What is the power of your machine?

-Sun Ra

Detroit is just under a four hour drive from Nep Sidhu’s hometown of Toronto. There is a musical continuum that resides along that geographical pathway that Sidhu has engaged for over twenty years as a function of his love for music and specifically the collaborative engagement that is inherent to the genre known as techno. On the occasion of his first solo exhibition in the United States, the multidisciplinary, Toronto-based artist chose the city of Detroit to continue his 10 plus year investigations into the architecture of divine formlessness and sonic potentialities as manifested through sound, poetry, textile, sculpture, and glyph. Paradox of Harmonics could have only happened in Detroit, a city that has consistently birthed and sustained internationally renowned musicians and entertainers.

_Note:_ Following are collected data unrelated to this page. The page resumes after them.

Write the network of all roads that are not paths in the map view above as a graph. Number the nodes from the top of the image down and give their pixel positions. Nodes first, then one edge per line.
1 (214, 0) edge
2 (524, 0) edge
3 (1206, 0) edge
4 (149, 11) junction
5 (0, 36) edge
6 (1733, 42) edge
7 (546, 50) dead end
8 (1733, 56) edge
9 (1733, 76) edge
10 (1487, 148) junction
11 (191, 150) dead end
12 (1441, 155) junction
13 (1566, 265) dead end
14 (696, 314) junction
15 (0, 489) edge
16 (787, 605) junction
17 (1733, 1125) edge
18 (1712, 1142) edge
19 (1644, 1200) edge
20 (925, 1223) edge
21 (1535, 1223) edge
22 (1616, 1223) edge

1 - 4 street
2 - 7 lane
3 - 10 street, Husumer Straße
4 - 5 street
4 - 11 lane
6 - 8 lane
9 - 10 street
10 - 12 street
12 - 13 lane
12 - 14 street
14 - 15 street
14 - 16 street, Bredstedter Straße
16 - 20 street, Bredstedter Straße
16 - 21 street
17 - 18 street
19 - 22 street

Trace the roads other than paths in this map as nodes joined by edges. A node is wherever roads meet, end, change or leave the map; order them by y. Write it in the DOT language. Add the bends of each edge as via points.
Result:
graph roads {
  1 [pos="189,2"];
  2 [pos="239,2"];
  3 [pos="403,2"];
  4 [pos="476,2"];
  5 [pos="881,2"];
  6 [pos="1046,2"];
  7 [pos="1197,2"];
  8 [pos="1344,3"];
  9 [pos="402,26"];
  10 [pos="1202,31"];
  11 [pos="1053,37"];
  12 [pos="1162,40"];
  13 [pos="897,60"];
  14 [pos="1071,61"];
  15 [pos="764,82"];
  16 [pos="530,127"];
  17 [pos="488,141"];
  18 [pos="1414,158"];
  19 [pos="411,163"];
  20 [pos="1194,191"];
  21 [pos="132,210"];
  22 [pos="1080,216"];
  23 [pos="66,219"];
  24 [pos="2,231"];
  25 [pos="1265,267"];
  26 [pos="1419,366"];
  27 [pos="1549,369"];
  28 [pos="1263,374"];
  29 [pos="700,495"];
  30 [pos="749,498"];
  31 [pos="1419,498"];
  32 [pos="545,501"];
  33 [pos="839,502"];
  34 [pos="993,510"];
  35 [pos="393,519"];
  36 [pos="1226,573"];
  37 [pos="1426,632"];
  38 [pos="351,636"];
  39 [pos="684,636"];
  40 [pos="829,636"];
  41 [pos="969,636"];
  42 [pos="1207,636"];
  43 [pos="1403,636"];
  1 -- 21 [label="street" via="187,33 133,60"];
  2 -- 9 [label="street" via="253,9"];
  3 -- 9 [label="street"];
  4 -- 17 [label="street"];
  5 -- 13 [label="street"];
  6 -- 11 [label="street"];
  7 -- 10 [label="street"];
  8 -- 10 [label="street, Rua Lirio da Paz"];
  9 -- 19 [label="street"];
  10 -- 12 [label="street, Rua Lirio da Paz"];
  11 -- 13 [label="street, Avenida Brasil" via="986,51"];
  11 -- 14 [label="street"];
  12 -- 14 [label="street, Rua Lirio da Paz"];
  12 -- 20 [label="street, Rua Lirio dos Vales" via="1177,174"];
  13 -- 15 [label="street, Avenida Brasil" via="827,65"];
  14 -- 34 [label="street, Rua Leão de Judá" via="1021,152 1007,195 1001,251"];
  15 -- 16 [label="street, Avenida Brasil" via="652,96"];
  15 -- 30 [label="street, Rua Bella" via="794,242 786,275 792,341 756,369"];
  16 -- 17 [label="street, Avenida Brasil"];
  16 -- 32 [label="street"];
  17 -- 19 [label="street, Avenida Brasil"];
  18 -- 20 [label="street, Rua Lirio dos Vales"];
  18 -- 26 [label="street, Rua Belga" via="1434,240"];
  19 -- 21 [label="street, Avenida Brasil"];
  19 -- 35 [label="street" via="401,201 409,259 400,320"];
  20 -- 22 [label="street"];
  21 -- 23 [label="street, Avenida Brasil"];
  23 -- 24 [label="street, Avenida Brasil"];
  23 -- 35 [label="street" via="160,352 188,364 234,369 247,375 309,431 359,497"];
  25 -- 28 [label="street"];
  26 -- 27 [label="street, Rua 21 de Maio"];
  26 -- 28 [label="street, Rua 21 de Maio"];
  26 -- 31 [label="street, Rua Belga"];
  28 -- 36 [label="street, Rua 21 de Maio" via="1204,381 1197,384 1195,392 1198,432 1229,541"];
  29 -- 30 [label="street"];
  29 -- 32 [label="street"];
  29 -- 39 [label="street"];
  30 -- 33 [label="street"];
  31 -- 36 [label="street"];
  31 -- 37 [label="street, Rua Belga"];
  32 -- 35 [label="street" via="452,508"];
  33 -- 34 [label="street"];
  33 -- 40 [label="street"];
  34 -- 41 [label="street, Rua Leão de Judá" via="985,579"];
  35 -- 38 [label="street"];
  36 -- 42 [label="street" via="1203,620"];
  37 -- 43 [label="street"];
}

Detroit is most well known for being the birthplace of Motown's first African-American music label, which was located in Detroit between 1959 and 1972. Detroit remained fertile ground for Black music and by the 1980s, with the emergence of the genre known as techno, groups such as The Belleville Three and Cybotron, and DJs like The Wizard (Jeff Mills), Mike Huckaby and his brother Craig Huckaby, and later Theo Parrish, and Waajeed, just to name a few, solidified and further leveraged the profile of the city nationally and internationally as a site for prolific and innovative music making.